BAPCPA Man is Horowitz and Kendall’s most recent creation, a response to a growing–and unanticipated–following of the Bankruptcy Bill cartoon by consumer bankruptcy lawyers.  “My background is on the corporate side and that’s what I figured the audience would be,” says Horowitz.  “But the more I learn on the consumer side, and the more people I get to know, the more I appreciate it, especially since it provides an opportunity to help people facing financial hardship.”  He stresses his aim of making the bankruptcy process “more accessible and less intimidating for the average person suddenly dealing with the possibility of a bankruptcy filing.”

Future plans for this dynamic duo include creating a substantive bankruptcy booklet for attorneys to educate clients, as well as a possible series of Schoolhouse Rock-type jingles explaining bankruptcy law and featuring—you guessed it—BAPCPA Man.

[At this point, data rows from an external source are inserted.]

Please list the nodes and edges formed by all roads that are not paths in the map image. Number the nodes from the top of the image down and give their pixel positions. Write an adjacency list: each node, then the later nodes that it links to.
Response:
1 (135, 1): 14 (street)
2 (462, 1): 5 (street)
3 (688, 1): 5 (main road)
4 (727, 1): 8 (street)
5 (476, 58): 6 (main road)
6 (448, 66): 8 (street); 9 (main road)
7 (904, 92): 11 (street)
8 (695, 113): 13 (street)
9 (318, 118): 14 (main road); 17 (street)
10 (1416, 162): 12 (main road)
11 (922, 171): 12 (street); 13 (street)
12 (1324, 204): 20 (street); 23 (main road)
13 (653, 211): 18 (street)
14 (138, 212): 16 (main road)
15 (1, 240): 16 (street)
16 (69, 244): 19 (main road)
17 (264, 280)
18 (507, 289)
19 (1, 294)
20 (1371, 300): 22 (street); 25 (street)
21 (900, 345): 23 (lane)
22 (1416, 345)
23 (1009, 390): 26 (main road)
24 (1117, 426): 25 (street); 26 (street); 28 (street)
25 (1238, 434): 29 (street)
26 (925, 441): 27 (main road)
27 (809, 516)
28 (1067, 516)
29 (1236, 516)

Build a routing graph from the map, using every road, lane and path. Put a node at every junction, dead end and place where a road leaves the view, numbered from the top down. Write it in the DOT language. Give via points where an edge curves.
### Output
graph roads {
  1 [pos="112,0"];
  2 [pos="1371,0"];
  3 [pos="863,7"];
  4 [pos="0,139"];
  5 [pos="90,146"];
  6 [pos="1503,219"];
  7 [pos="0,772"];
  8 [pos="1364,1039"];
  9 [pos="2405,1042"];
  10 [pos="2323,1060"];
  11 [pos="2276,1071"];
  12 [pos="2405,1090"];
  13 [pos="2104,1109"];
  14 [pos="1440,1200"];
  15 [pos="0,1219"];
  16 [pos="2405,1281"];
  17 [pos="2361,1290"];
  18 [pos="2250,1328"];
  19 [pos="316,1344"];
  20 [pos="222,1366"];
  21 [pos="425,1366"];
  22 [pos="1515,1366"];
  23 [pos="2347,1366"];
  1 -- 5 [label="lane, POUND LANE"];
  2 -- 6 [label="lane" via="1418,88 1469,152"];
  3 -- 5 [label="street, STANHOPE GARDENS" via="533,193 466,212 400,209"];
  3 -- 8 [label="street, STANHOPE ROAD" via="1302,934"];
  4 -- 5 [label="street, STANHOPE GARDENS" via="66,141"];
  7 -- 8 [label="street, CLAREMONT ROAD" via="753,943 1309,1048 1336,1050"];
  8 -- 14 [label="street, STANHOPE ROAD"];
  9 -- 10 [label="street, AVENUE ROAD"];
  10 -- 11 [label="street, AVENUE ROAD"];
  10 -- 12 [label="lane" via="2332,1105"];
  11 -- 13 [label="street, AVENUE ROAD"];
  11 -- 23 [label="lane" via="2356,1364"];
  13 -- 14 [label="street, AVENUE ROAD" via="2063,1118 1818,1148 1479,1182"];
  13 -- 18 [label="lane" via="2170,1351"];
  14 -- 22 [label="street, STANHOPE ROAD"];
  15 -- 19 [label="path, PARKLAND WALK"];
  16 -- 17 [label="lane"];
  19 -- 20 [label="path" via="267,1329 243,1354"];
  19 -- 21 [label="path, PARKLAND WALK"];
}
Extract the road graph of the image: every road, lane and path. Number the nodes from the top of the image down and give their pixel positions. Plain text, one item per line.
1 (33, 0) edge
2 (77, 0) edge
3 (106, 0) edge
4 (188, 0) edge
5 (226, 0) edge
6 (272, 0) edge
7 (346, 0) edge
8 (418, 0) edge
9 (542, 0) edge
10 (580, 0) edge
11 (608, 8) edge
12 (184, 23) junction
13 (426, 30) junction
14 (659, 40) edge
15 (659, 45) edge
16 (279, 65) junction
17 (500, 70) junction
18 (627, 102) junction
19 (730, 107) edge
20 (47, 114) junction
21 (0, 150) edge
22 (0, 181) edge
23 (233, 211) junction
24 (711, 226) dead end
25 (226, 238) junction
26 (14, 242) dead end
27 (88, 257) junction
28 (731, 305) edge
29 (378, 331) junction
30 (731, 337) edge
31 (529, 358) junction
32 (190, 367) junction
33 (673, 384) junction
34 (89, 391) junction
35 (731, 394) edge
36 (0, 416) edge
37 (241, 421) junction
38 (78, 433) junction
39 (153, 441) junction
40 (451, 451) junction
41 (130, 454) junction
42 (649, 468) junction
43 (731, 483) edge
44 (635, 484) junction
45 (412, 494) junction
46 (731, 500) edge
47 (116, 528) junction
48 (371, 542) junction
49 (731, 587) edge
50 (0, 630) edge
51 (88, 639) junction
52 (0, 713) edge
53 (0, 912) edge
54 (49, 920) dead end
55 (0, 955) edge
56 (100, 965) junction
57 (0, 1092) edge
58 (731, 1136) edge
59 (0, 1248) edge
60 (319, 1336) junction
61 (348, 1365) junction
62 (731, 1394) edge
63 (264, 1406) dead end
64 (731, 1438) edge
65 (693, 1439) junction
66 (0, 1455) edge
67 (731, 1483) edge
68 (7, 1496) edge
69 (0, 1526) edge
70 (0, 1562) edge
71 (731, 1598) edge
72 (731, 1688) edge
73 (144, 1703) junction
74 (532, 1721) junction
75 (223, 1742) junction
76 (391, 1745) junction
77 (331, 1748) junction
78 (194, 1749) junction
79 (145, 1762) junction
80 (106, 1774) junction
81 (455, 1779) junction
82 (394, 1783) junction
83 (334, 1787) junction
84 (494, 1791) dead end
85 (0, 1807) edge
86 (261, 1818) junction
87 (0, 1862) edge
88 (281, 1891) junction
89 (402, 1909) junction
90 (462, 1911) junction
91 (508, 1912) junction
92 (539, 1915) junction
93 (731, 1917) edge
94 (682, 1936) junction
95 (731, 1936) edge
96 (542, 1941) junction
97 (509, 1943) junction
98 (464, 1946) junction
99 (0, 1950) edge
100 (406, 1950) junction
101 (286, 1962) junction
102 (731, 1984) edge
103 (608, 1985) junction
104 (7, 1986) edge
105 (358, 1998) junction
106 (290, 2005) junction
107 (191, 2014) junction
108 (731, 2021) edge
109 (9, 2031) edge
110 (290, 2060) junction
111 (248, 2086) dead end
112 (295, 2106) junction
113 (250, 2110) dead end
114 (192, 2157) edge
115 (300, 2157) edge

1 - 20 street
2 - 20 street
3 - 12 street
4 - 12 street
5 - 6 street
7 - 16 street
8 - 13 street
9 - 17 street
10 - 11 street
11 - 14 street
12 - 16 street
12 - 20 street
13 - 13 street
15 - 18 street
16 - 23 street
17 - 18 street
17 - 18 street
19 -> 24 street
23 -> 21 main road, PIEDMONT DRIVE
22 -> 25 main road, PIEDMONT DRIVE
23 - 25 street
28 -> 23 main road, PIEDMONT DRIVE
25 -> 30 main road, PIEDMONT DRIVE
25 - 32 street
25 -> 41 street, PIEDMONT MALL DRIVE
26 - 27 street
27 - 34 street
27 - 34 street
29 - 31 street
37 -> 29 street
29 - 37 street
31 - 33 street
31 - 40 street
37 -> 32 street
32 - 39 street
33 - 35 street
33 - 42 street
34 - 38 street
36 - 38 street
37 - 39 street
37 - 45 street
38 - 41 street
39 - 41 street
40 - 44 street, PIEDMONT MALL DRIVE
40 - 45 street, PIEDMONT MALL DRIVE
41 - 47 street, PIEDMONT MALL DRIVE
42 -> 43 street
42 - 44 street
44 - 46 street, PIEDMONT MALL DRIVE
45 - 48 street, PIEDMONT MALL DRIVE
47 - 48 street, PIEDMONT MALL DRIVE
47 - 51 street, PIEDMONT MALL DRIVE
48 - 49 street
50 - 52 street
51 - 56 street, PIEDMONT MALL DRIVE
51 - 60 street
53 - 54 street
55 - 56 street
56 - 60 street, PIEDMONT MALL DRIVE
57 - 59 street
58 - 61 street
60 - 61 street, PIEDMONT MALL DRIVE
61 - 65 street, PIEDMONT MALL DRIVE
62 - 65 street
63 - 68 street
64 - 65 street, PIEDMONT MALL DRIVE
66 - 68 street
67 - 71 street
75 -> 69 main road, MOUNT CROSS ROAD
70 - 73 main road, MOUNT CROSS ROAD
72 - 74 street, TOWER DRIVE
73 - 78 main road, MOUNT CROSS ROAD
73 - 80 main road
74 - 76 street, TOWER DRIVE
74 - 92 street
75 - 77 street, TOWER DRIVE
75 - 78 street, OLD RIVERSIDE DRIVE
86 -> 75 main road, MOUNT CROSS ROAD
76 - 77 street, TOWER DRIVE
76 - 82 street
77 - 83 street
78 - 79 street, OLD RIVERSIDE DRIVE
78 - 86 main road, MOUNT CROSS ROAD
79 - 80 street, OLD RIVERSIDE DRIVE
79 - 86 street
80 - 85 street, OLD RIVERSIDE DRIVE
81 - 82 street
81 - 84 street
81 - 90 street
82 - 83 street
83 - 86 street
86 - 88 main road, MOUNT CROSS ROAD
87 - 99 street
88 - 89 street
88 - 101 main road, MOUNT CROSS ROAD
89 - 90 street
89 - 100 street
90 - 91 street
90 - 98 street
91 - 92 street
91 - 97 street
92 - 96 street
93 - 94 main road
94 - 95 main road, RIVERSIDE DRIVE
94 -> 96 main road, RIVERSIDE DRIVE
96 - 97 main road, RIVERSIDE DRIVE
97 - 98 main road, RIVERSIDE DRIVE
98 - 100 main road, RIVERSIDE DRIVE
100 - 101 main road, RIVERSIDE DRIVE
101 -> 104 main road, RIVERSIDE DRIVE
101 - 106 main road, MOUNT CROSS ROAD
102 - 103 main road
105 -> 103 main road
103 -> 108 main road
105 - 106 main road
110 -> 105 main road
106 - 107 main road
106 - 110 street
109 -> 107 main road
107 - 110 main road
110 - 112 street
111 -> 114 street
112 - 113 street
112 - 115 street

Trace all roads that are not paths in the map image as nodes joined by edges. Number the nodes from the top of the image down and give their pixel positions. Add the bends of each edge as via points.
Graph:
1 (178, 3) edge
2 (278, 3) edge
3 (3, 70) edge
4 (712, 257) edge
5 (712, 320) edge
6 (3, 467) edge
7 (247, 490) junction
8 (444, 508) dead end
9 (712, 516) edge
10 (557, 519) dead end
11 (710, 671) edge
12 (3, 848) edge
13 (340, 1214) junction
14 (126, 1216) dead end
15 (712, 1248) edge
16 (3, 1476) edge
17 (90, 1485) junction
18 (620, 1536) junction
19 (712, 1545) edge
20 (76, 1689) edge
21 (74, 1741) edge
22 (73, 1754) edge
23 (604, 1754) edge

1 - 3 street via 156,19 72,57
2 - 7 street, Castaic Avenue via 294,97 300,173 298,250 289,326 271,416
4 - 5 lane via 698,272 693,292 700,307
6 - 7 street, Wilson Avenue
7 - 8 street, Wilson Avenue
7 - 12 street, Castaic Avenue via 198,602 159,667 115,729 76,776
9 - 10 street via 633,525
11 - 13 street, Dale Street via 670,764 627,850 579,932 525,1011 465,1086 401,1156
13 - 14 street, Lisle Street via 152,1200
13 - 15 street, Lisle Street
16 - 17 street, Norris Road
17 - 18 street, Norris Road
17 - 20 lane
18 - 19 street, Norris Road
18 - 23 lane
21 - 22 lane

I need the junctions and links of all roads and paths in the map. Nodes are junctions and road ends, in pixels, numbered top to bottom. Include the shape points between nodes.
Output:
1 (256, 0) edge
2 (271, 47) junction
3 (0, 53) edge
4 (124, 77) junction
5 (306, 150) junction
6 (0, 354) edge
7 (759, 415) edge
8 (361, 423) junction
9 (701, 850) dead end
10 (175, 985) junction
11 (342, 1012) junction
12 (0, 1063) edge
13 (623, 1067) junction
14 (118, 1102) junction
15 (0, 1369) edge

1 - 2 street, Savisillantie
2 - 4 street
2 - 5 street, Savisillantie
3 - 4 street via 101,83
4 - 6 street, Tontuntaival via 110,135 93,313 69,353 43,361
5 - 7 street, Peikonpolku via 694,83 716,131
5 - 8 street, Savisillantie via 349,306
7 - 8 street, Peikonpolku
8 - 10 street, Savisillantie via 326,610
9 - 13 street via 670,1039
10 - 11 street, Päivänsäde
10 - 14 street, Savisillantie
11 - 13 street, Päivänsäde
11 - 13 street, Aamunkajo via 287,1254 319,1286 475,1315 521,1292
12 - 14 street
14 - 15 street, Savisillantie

Horowitz, who is also the creator of the Bankruptcy Ballot Archive, likes to point out that the cartoons are really solutions he developed in response to specific problems.  He says that he and Kendall are open to working with any organization or individual seeking creative solutions involving communications, social media, and community building.

Horowitz also hints at political aspirations for BAPCPA man, hoping that someday, when BAPCPA gets its badly needed overhaul (or maybe even repeal?), some Congressman might hold up a BAPCPA Man cartoon to illustrate the absurdity of the law’s ill-conceived, poorly-written drivel and its impact on average Americans.  Let’s all hope so.

Many thanks to Horowitz and Kendall for their hard work.  Long live BAPCPA Man!   Now . . . where’d I put that Reese’s Peanut Butter Cup?